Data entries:
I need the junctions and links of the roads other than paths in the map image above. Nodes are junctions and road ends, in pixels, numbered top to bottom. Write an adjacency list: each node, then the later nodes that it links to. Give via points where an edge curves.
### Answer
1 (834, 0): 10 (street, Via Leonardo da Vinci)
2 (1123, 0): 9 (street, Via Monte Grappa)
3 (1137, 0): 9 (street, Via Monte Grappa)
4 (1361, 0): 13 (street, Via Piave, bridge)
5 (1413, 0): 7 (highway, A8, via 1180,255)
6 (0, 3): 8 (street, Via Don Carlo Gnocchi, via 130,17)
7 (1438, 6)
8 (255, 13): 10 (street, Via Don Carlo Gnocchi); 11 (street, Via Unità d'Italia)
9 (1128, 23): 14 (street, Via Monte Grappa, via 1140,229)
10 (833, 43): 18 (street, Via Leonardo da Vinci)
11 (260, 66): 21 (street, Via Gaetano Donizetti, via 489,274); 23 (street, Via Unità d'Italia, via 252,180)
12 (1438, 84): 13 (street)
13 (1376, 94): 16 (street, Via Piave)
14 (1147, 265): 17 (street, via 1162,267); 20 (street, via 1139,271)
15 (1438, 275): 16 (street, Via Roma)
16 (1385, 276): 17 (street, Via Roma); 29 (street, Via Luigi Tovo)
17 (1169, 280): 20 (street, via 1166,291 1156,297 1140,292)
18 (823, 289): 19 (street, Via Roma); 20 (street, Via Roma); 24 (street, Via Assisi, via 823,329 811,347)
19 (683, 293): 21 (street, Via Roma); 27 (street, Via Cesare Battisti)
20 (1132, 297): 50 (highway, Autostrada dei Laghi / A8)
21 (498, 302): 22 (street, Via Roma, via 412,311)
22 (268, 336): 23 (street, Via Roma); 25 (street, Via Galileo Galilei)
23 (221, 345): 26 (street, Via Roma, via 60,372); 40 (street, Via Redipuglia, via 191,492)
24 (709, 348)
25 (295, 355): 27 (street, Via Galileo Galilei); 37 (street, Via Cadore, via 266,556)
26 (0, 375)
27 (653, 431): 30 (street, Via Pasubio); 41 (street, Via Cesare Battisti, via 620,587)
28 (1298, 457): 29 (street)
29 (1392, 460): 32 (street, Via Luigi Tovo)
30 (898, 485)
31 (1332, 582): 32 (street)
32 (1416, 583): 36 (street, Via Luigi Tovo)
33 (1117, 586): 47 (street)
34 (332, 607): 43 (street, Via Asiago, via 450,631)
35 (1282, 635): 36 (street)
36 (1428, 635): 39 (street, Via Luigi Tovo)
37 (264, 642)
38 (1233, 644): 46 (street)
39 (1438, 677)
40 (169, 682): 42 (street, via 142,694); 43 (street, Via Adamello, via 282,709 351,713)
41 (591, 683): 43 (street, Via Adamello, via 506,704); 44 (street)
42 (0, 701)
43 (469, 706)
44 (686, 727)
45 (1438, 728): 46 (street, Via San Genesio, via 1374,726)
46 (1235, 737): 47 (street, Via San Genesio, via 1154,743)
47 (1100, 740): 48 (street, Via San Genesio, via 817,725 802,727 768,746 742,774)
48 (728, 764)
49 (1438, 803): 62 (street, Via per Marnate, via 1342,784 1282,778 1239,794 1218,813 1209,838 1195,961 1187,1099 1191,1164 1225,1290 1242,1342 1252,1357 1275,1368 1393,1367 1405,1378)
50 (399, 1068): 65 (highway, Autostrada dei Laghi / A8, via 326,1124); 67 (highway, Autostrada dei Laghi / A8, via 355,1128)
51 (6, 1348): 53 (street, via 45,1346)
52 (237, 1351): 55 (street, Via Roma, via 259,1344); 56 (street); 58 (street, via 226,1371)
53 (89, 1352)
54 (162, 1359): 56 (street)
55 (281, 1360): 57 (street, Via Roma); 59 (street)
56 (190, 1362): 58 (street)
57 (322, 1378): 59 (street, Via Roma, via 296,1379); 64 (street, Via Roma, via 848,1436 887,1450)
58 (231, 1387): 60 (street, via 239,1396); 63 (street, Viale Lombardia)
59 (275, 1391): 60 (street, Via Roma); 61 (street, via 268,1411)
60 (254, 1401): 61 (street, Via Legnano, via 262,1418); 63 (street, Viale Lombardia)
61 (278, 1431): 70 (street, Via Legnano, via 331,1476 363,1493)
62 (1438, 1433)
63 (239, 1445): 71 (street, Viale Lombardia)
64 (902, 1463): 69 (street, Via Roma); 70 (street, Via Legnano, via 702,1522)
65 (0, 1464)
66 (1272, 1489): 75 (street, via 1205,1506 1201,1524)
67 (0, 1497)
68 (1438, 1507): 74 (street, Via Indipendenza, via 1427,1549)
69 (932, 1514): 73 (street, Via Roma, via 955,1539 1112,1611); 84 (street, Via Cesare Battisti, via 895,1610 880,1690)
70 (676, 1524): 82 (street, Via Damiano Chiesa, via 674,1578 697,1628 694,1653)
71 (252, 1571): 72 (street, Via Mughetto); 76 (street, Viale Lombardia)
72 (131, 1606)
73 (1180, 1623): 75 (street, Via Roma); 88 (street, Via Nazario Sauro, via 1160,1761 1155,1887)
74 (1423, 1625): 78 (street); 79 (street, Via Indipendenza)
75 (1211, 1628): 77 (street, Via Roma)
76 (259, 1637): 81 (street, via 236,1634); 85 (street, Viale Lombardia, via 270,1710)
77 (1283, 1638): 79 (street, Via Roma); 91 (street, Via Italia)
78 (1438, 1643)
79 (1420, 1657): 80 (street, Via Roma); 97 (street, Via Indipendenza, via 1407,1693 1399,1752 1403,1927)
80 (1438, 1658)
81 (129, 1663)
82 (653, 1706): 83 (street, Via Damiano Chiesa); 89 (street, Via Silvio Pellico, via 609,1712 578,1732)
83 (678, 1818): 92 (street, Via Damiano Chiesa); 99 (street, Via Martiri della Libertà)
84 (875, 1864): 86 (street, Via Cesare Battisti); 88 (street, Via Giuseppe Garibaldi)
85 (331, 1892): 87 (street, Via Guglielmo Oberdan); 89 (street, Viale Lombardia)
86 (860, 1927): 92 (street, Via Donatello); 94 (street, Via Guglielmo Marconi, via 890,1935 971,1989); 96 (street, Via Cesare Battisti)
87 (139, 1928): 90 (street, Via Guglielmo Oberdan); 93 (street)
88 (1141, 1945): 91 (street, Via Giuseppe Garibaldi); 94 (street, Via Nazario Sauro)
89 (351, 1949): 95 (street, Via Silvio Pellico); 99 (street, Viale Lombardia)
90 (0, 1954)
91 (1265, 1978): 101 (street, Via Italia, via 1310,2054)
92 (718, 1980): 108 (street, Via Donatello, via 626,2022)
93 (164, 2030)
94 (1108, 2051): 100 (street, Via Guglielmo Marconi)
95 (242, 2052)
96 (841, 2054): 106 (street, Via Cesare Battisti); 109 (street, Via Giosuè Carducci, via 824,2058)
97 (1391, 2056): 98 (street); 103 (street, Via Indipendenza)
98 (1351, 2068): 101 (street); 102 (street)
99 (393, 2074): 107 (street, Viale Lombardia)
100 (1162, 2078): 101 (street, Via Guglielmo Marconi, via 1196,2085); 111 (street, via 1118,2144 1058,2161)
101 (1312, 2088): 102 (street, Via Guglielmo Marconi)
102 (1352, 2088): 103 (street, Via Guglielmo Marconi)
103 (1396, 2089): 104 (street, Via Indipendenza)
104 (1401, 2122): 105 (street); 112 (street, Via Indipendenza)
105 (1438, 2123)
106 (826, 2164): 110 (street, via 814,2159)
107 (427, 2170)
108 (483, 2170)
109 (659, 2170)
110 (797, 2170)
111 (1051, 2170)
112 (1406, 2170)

_Work required:_ Bring together every line in the entries that holds the string "Genesio".

_Output:_
45 (1438, 728): 46 (street, Via San Genesio, via 1374,726)
46 (1235, 737): 47 (street, Via San Genesio, via 1154,743)
47 (1100, 740): 48 (street, Via San Genesio, via 817,725 802,727 768,746 742,774)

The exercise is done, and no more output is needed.